Increased liver carcinogenesis, and enrichment of stem cell properties in livers of Dickkopf 2 (Dkk2) deleted mice

Dkk2, a secreted antagonist of the Wnt/βcatenin signaling pathway was demonstrated to be silenced in diverse cancers. However, an in depth analysis of its biological function in (liver) cancer was not yet performed. This is particularly important since recent data investigating Dkk family member function have also suggested Wnt independent functions in carcinogenesis.

We therefore analyzed the effects a Dkk2 Knock out on liver morphology and liver cancer development after DEN/Phenobarbital induction. In Dkk2 –/– Knock out mice, Dkk2 deleted animals showed moderate to focally stronger variation of hepatocyte size with special regard to variable nuclear size and chromatine density. Nodule formation was present with local loss of trabecular architecture and more only histologically detectable dysplastic foci were counted. Furthermore, after 9 months Dkk2 –/– mice demonstrated an enhanced growth of liver cancer compared to wildtype mice.

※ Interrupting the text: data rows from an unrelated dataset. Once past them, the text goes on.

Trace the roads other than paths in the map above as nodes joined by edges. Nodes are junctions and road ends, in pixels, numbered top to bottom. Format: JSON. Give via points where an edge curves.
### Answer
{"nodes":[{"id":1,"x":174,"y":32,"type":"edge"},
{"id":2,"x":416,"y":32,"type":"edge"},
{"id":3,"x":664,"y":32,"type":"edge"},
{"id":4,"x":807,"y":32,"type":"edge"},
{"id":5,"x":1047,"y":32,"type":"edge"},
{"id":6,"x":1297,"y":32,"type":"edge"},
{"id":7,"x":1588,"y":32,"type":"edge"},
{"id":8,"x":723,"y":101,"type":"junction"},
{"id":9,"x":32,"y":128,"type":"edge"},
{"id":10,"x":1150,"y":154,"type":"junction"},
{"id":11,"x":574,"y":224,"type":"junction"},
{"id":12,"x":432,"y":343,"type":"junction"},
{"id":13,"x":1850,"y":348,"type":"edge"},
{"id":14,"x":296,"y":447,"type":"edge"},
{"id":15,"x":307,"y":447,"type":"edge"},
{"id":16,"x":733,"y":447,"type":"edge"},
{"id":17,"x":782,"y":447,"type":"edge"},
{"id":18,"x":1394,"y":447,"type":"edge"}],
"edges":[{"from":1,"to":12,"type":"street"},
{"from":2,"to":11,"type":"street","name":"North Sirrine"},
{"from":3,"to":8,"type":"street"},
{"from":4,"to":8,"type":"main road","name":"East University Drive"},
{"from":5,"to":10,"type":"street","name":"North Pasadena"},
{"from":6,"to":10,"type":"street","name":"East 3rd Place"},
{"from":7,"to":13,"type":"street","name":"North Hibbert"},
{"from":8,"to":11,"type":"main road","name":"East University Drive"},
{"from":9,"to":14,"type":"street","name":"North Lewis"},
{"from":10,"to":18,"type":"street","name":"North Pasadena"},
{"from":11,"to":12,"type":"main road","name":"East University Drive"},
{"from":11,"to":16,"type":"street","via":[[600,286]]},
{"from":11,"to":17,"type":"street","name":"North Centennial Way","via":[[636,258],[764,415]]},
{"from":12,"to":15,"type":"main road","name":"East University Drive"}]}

By means of advanced microarray analysis we characterized a large differentially expressed genetic network involving Wnt/β-Catenin signalling but also linkage to multiple other established networks way beyond Wnt/β-Catenin signalling. Furthermore, we demonstrated a significant deregulation of stem cell markers which was complemented significantly enhanced colony forming properties.

Finally, we demonstrated that the Dkk2 –/– signature could be translated into human and was strongly correlated to tumor grading and significantly associated with patients survival. The later were further confirmed in a second independent data set of 199 patients suffering from HCC.

In conclusion we demonstrated that Dkk2 deletion resulted in a change of liver morphology and supports the development of liver cancer. The genetic changes include networks way beyond Wnt/β-Catenin and were highly relevant for prognosis in HCC patients. These data were independently validated.